Records from a data collection
---

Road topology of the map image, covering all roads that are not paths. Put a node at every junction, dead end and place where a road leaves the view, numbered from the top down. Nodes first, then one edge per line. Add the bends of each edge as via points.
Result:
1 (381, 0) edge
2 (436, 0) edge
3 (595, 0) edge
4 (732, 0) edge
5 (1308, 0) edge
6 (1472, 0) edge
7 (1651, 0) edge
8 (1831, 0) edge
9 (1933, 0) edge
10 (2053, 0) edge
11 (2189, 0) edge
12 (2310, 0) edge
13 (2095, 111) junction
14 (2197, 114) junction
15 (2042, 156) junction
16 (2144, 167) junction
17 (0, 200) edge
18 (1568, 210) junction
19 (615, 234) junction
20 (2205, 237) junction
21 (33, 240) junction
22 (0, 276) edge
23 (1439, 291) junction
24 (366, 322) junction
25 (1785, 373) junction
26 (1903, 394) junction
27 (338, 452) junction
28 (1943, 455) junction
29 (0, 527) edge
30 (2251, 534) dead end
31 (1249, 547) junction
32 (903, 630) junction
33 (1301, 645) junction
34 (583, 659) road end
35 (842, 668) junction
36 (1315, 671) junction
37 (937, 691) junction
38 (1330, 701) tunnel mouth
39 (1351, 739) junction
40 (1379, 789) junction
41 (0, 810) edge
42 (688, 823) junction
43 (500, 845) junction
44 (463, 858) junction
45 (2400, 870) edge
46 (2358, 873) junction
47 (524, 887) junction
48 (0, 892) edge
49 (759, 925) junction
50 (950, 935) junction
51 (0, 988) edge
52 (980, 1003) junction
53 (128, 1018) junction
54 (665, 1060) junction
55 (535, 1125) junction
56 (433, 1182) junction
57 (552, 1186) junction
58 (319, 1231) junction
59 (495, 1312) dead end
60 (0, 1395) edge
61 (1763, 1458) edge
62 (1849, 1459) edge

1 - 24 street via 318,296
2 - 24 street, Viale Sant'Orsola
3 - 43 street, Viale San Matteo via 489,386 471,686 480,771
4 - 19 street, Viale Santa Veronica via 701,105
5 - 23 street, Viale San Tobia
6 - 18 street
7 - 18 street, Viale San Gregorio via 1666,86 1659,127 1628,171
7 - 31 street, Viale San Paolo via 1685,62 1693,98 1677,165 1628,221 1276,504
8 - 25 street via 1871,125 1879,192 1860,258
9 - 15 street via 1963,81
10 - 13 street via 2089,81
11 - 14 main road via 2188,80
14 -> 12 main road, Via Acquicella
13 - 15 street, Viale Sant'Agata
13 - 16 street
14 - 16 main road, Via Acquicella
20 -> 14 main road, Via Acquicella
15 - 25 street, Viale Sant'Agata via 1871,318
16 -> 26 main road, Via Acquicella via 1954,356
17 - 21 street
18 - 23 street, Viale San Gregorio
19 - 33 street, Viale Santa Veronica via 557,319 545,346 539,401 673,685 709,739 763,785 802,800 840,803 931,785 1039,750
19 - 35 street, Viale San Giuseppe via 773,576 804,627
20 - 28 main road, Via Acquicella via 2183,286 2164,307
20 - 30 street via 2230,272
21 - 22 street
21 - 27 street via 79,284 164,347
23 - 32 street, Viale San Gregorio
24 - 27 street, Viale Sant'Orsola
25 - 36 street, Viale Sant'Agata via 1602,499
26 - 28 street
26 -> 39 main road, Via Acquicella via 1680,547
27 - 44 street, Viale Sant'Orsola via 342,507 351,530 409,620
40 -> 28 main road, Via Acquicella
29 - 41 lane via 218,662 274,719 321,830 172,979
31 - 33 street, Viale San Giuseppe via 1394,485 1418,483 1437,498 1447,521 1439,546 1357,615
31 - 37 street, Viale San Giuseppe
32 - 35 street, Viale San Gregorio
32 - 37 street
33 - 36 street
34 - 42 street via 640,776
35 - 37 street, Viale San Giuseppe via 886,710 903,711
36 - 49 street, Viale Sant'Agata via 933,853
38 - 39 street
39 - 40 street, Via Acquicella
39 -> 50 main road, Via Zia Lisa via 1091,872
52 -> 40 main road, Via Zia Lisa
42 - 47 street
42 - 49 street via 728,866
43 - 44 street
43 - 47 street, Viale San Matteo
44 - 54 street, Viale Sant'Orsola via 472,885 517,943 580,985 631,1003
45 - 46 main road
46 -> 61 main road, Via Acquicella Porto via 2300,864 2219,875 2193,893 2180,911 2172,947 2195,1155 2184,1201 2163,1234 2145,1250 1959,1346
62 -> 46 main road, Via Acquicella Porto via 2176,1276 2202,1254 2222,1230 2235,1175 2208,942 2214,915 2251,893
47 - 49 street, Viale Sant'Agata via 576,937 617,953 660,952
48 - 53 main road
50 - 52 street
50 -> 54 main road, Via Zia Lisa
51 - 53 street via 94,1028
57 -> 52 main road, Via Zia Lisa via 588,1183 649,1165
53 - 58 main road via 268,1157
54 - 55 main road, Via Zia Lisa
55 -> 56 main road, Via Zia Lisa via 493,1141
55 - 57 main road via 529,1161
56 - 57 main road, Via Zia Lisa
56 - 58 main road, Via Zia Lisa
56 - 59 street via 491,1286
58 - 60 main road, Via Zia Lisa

---

• **To do**
Please say how many lines in the records above contain the word "Veronica", giving the number alone.

• **Your solution**
2